Here are some things I'd love to be able to add to this page to make it more explanatory (some of these might be technical features, some an invitation to brainstorm more creative visualizations):
- Tables! Specifically, a table of the structures going down and the properties they require going across would be a much clearer way to summarize this information. I tried HTML tables and preformatted-text ASCII tables here but couldn't get either to work.
- Some indication of what collection of properties imply other properties, or what collection of properties don't get their own name because they're logically impossible.
- A way to toggle between different naming conventions, as described in the text when different authors assume different axioms with the same word.
- Visual highlighting for the most important members of the tree—if you're just starting out in abstract algebra, knowing what a field is is much more important than knowing what a rig is.
Comments
Eric Bruylant
I've added a +1 and link to this from the make tables possible bug. Currently, the workaround is to use images, but that's clearly not very good, does not allow links, etc.
For 3, do you think that would often be useful, and much better than having clarifications in parentheses?

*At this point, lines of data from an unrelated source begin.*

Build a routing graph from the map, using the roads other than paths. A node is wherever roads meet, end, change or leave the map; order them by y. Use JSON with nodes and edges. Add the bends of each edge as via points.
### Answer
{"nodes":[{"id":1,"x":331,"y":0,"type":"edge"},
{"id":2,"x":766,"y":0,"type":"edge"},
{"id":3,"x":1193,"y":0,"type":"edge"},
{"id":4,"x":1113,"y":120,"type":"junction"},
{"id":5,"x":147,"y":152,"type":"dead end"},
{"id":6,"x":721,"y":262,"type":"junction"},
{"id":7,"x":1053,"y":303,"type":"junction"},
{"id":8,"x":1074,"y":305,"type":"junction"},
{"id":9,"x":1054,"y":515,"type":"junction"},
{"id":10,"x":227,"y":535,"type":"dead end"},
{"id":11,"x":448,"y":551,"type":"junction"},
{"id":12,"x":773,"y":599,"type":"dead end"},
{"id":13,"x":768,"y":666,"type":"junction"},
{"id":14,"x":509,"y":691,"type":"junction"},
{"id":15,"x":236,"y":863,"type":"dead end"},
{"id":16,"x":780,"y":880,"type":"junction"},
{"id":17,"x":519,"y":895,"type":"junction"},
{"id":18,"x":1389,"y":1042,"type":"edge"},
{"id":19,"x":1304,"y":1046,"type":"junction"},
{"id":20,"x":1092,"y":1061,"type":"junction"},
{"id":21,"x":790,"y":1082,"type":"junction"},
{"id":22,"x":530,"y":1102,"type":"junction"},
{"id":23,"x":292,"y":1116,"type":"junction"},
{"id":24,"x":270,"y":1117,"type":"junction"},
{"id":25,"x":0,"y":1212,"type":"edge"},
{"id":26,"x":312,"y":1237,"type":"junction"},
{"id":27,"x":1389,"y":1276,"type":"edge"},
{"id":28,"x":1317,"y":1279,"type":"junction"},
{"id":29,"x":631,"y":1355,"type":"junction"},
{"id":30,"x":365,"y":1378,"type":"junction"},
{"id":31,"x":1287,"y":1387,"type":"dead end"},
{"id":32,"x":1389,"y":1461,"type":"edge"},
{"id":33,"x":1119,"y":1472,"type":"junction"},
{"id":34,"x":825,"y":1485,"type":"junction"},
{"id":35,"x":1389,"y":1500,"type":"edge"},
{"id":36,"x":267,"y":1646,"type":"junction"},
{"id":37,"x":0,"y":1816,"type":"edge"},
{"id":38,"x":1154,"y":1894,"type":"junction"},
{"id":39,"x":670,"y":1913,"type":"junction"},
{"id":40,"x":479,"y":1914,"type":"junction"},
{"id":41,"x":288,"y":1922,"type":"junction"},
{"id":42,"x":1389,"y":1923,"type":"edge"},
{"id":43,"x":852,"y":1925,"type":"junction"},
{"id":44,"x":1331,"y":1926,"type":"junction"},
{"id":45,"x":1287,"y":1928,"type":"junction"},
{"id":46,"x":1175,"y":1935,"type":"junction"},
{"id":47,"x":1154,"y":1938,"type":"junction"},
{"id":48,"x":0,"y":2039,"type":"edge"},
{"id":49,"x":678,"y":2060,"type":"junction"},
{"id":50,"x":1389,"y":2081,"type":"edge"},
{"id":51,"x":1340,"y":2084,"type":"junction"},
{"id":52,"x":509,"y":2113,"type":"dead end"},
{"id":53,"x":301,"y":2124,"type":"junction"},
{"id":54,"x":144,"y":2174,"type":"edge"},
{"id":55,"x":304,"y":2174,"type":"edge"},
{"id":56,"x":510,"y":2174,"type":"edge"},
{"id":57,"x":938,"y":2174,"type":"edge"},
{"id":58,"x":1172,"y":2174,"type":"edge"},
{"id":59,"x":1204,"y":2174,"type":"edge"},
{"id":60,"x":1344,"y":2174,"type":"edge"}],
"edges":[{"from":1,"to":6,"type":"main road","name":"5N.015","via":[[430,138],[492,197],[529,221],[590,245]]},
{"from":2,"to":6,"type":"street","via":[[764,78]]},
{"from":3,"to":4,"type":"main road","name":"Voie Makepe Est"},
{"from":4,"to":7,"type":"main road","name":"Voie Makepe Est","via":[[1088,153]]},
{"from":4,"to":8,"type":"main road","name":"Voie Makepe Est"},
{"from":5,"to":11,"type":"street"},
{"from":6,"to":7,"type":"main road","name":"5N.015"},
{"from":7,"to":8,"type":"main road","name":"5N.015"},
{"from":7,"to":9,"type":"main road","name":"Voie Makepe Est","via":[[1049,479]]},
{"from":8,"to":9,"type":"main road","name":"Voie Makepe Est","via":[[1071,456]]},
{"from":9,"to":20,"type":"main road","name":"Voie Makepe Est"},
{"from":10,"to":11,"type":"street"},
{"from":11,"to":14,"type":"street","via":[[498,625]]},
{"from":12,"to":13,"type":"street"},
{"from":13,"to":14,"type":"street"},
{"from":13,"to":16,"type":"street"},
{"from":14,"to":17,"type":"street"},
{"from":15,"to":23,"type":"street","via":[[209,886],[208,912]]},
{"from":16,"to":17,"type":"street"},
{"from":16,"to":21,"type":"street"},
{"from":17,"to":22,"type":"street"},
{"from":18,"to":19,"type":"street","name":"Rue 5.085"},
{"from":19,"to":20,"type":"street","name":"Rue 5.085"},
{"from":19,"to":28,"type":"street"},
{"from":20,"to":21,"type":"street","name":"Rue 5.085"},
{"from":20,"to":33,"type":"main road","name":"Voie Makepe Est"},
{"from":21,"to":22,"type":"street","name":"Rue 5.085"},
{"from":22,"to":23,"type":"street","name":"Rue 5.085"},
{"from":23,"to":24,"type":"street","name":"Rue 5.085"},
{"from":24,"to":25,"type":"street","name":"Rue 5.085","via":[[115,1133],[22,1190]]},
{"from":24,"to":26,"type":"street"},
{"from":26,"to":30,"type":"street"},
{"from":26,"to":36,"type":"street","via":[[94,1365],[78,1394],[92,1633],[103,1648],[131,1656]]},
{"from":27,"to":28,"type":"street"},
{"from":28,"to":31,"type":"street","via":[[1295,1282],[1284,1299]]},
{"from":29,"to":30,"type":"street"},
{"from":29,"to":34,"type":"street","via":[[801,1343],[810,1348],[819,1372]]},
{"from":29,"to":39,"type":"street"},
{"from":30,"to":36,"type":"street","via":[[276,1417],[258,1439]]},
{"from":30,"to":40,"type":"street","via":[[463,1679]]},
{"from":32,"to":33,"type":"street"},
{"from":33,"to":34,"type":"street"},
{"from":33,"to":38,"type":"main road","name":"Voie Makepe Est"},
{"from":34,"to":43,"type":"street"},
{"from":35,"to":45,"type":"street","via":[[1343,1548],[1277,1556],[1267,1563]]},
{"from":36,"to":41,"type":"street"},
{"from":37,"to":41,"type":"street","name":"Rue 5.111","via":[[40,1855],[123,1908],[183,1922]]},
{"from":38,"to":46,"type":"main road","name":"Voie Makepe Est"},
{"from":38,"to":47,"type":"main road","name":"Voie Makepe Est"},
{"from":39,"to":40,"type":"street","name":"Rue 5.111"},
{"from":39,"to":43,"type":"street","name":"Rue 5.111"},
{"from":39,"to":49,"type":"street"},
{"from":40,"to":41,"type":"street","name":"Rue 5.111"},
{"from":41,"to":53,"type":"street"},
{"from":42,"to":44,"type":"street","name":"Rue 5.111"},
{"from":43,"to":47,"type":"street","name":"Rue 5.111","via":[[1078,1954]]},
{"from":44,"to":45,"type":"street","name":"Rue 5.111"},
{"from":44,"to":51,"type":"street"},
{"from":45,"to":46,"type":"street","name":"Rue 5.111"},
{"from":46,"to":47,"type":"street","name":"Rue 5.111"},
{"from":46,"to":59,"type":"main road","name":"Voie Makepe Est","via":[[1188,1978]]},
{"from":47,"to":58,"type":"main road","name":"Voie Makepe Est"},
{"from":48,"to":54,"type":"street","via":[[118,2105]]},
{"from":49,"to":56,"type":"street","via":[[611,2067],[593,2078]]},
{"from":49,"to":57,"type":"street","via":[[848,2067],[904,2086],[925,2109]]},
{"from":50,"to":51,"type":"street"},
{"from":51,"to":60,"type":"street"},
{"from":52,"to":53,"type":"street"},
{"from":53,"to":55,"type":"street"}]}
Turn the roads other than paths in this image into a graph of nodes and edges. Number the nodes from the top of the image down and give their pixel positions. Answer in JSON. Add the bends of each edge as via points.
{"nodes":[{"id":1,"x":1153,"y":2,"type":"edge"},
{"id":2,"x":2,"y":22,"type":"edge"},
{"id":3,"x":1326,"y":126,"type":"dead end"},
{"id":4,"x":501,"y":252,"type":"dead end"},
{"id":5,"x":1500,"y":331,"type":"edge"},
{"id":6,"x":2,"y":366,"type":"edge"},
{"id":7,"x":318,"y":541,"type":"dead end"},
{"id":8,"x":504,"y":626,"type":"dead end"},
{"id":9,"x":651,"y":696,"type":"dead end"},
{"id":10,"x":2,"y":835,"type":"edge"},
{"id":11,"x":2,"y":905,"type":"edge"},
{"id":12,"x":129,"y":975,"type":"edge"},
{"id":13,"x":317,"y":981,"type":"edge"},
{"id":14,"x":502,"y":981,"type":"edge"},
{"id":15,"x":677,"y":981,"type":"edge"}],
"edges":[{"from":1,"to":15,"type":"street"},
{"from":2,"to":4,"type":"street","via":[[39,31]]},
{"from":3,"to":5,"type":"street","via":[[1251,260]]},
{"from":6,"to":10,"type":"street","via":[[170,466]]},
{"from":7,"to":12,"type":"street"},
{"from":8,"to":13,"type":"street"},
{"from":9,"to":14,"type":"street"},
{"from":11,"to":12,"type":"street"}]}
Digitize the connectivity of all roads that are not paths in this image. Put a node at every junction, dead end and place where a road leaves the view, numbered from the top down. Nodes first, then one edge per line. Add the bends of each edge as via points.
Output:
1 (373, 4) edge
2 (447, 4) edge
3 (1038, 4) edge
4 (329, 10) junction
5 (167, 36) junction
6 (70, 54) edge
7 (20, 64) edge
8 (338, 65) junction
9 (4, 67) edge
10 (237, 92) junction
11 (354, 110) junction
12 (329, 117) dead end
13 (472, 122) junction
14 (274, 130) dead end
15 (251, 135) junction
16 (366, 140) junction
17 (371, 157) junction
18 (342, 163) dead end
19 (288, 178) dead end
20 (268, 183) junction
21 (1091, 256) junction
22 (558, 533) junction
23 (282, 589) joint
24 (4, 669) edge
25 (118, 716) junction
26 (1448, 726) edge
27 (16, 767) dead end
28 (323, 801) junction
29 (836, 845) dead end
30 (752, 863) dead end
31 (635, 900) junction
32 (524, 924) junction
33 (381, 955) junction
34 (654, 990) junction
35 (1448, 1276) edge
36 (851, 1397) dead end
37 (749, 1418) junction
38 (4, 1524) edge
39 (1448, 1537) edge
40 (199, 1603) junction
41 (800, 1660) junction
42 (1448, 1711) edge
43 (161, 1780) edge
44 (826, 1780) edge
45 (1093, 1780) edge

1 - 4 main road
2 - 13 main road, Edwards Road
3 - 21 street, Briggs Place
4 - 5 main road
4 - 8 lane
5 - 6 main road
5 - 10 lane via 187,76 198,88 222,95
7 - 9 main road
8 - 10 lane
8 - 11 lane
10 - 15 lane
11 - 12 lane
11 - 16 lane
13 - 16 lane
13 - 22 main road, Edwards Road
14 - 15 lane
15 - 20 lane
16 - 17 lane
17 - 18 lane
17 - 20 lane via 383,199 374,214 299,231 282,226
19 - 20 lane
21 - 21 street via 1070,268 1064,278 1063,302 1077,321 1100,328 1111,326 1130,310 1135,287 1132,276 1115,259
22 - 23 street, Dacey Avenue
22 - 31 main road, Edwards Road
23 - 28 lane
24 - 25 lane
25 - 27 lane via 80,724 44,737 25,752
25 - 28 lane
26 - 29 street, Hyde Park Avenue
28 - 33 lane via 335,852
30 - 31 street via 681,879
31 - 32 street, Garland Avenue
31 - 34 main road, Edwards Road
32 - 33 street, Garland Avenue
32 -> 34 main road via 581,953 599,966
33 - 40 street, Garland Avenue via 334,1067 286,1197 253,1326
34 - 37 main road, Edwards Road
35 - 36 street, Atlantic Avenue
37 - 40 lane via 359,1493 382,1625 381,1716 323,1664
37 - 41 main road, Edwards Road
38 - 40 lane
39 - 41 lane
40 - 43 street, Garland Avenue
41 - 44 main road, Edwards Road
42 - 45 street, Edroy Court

For 4, maybe just bold the important ones? Would work better when tables are possible, though.
Eric Bruylant
Also, if you think the name is suboptimal, feel free to bring it up on the #math Slack and change unless people object.
Ryan Hendrickson
For 3, I imagine clarifications in parentheses are okay, maybe good enough, for the math domain. A more high-powered solution probably wouldn't come in handy all that often, and tables would probably help with the visual clutter. But I wonder as Arbital turns its eye towards more subjective domains whether the problem of describing theories or taxonomies that vary somewhat in the wild will come up more frequently, where statically explaining the multiple conventions in use ends up being considerably more complex to read than giving a more dynamic presentation. Less "this is a feature you need", more "this is an interesting opportunity to deliver a better learning experience than a textbook or encyclopedia article could provide".